Just because an advisor presents well in a consultation does not mean you should skip a review of their track record.

Two free government databases exist specifically to help investors do that research, and most people never use them.

  • BrokerCheck. Available from the Financial Industry Regulatory Authority (FINRA), BrokerCheck covers brokers and brokerage firms. 1 You can search by name or firm and see registration history, exams passed, employers over time and any disclosures, which is the term the database uses for complaints, regulatory actions, criminal matters like breach of duty and certain financial events like bankruptcies.
  • Investment Adviser Public Disclosure database. The SEC provides the Investment Adviser Public Disclosure database that shows registered investment advisers and their firms. 2 It also includes their Form ADV, detailing their compensation, services and any conflicts of interest they are required to disclose.

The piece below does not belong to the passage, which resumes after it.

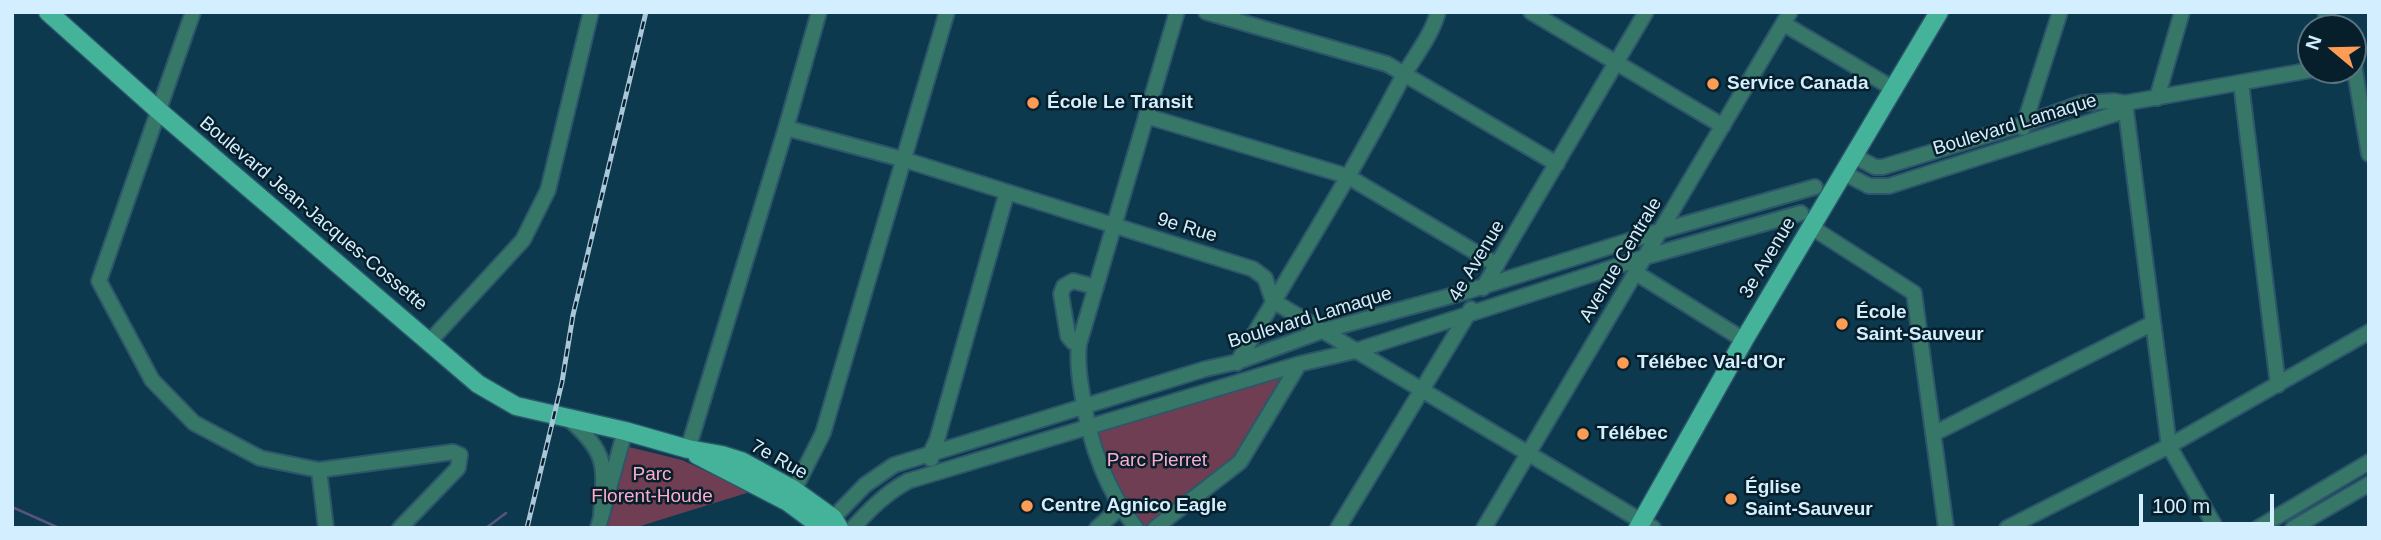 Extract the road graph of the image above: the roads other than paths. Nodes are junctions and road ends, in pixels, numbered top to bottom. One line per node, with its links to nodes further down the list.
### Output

When reviewing a record, pay attention to the nature of any disclosures. A single customer complaint from years ago that was resolved without finding wrongdoing reads differently than a pattern of complaints or a regulatory sanction. Terminations listed as related to misconduct are worth asking about directly.

Advisors with clean records generally have no problem with you doing this research. Those who are uncomfortable may be worth a second look.

State securities regulators maintain their own databases, as well. This is useful for advisors who operate only at the state level, as they may not appear prominently in the federal databases.

The North American Securities Administrators Association website can point you to your state’s specific regulator.

What the First Meeting Should Look Like

Most people walk out of an initial advisor consultation without a clear sense of whether it went well. This is partly because they were focused on answering questions rather than evaluating the person asking them.

A first meeting should go both ways and address these areas.

Your Financial Status

A good advisor will spend a meaningful portion of the conversation asking about your situation before offering any opinions. They should first understand your income, existing assets, debts, timeline and goals.

If someone starts recommending products or strategies before they have a clear picture of where you stand, it may be cause for concern.

Fees

Pay attention to how they explain their fee structure.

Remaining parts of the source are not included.